Aksi konvergensi percepatan penurunan stunting terintegrasi untuk meningkatkan kualitas pendekatan pelaksanaan program dan kegiatan intervensi gizi pada sasaran 1000 HPK secara lebih efektif.

Pelaksanaan 8 Aksi Konvergensi penurunan stunting Tahun 2021 di Kabupaten Banyuasin dilakukan sesuai juknis dan pedoman pelaksanaan 8 aksi yang diterbitkan oleh kemendagri-ditjen Bina Bangda.
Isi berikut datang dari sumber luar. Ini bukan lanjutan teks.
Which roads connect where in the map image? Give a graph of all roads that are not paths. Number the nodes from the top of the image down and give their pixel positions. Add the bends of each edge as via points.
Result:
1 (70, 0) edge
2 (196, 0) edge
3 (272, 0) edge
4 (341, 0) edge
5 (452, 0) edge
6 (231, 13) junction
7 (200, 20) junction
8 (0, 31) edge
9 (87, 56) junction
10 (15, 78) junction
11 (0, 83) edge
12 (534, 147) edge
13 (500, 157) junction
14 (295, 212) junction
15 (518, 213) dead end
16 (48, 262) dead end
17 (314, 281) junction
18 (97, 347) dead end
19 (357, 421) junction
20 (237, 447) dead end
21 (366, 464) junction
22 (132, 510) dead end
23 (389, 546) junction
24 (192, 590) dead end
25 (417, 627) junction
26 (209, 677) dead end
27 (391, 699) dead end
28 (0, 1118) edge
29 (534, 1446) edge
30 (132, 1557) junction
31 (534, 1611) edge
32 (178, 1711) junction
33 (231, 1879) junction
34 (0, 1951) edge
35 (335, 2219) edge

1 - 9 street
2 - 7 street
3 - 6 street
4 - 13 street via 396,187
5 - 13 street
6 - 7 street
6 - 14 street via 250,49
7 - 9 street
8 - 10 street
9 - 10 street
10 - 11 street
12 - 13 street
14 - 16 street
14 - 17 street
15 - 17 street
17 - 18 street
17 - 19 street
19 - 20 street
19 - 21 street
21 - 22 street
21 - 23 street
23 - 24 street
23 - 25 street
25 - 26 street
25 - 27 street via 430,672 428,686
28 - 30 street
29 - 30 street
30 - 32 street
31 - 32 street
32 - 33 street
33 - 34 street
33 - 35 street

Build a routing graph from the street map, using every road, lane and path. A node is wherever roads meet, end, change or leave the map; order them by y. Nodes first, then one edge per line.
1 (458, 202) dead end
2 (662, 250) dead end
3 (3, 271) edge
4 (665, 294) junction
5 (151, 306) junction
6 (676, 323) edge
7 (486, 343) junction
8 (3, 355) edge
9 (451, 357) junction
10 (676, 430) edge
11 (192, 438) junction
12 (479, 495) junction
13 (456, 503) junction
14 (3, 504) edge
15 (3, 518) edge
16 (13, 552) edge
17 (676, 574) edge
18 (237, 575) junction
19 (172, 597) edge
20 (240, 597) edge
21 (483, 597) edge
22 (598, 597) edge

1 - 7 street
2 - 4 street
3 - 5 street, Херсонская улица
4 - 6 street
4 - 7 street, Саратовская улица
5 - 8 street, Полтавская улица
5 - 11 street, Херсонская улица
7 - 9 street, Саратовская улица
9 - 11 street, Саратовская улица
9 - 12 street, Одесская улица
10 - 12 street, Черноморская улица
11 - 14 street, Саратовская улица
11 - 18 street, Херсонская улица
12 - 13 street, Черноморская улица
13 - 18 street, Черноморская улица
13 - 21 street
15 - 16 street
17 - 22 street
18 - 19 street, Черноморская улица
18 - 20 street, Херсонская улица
Pemerintah Kabupaten Banyuasin terus berkomitmen menurunkan angka stunting sejak ditetapkan menjadi lokus stunting pada Tahun 2019.

Atas komitmen bersama dalam aksi konvergensi penurunan stunting dan penyusunan dokumen dalam penilaian kinerja pelaksanaan 8 aksi konvergensi secara terintegrasi, Kabupaten Banyuasin meraih penghargaan terbaik pertama tingkat Provinsi Sumatera Selatan dari Kementerian Dalam Negeri (Kemendagri) Tahun 2022.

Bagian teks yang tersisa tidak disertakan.